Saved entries
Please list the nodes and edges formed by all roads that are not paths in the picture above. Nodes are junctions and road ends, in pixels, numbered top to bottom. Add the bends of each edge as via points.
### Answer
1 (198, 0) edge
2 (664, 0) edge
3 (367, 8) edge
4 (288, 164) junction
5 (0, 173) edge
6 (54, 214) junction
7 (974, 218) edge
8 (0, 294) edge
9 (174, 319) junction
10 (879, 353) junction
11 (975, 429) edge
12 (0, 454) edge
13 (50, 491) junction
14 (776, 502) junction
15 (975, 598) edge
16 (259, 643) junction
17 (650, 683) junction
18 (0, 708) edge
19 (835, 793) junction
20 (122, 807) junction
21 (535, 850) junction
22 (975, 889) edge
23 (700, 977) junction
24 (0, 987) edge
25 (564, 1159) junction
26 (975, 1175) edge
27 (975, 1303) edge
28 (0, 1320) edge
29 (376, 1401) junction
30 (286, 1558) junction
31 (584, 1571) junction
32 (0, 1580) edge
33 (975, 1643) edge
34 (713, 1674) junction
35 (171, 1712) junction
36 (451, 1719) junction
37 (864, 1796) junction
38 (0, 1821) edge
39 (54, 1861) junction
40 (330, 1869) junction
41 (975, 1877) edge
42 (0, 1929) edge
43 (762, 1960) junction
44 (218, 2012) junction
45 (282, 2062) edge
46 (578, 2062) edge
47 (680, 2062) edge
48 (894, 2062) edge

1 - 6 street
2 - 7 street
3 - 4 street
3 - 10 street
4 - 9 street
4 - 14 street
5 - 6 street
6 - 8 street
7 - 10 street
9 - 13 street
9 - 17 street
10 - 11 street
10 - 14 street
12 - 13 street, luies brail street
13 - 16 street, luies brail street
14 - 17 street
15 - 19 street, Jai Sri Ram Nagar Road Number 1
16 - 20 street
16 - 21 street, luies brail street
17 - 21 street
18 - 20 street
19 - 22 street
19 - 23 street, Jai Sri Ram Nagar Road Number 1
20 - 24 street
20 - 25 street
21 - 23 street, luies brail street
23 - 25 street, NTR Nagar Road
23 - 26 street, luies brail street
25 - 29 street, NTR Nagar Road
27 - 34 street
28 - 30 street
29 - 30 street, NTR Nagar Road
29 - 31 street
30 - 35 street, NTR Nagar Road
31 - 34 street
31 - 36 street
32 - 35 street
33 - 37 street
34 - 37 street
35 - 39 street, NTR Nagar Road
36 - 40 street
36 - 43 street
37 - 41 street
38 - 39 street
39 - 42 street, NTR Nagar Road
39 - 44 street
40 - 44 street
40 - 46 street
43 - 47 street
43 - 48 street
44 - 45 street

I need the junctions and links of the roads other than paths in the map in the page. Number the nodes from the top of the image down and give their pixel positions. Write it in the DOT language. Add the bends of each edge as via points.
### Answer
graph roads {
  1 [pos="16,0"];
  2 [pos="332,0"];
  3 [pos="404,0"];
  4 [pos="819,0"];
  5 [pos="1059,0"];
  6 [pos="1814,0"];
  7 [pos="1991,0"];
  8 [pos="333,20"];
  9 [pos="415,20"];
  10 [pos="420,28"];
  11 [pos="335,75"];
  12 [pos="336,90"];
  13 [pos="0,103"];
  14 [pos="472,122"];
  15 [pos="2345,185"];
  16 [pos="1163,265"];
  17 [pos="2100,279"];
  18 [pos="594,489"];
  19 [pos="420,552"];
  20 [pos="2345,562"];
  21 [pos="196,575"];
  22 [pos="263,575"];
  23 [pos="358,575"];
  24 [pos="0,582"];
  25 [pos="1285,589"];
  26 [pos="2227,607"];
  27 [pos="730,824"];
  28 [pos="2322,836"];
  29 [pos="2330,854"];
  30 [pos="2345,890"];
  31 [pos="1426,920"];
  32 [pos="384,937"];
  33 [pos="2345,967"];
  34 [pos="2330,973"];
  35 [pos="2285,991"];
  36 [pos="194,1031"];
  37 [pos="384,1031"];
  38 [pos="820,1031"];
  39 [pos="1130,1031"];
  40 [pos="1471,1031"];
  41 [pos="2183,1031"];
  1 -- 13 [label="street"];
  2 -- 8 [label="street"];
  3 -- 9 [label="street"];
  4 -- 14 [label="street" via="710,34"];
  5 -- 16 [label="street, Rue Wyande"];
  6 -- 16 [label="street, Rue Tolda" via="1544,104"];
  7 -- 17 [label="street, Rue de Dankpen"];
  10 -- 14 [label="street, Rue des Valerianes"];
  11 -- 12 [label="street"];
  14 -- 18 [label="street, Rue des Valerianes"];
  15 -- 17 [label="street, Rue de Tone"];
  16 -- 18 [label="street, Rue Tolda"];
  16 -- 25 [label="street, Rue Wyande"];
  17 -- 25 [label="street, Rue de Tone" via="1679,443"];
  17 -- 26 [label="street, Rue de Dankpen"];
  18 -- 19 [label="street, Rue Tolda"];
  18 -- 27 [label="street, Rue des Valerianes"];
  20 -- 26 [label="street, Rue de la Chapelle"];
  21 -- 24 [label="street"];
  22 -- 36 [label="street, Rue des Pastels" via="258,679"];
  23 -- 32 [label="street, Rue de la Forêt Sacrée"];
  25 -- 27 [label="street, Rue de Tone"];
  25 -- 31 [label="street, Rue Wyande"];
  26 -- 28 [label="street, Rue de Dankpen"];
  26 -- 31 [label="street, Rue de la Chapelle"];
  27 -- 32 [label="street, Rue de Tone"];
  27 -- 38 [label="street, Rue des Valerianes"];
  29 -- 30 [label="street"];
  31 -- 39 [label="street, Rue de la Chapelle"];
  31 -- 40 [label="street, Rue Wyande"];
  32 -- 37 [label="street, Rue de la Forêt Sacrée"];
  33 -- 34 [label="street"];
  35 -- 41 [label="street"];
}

(PROBLEM DETAILS)
Count each line of the data where the word "nodes" appears, then reply with the total only.

(ANSWER BELOW)
2